■ Work instructions ■
Please retype all of the entries that follow, leaving the images out.

START Data

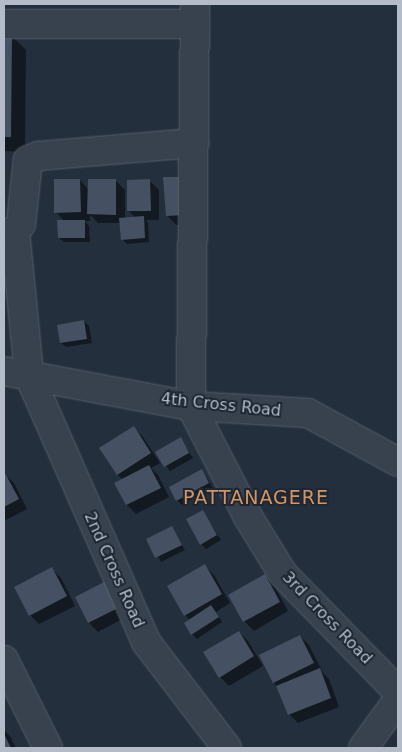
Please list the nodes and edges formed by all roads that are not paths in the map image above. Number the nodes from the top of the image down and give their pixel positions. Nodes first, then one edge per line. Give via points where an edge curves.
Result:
1 (195, 14) edge
2 (4, 24) edge
3 (194, 144) junction
4 (9, 233) edge
5 (16, 373) edge
6 (191, 406) junction
7 (398, 462) edge
8 (4, 660) edge
9 (398, 692) edge
10 (398, 700) edge
11 (48, 748) edge
12 (227, 748) edge
13 (363, 748) edge

1 - 2 street
1 - 3 street
3 - 4 street via 39,156 28,160 21,224
3 - 6 street
4 - 5 street, 2nd Cross Road
5 - 6 street, 4th Cross Road
5 - 12 street, 2nd Cross Road via 146,642
6 - 7 street, 4th Cross Road via 308,413
6 - 9 street, 3rd Cross Road via 248,517 283,574
8 - 11 street
10 - 13 street

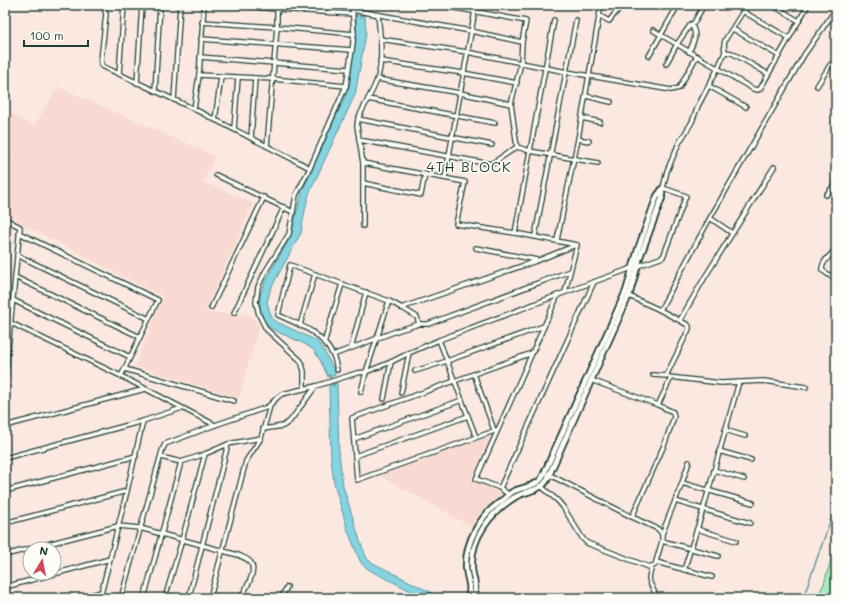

END Data

■ Solved problem ■
Please list the nodes and edges formed by all roads that are not paths in the map image above. Number the nodes from the top of the image down and give their pixel positions. Nodes first, then one edge per line. Give via points where an edge curves.
Result:
1 (195, 14) edge
2 (4, 24) edge
3 (194, 144) junction
4 (9, 233) edge
5 (16, 373) edge
6 (191, 406) junction
7 (398, 462) edge
8 (4, 660) edge
9 (398, 692) edge
10 (398, 700) edge
11 (48, 748) edge
12 (227, 748) edge
13 (363, 748) edge

1 - 2 street
1 - 3 street
3 - 4 street via 39,156 28,160 21,224
3 - 6 street
4 - 5 street, 2nd Cross Road
5 - 6 street, 4th Cross Road
5 - 12 street, 2nd Cross Road via 146,642
6 - 7 street, 4th Cross Road via 308,413
6 - 9 street, 3rd Cross Road via 248,517 283,574
8 - 11 street
10 - 13 street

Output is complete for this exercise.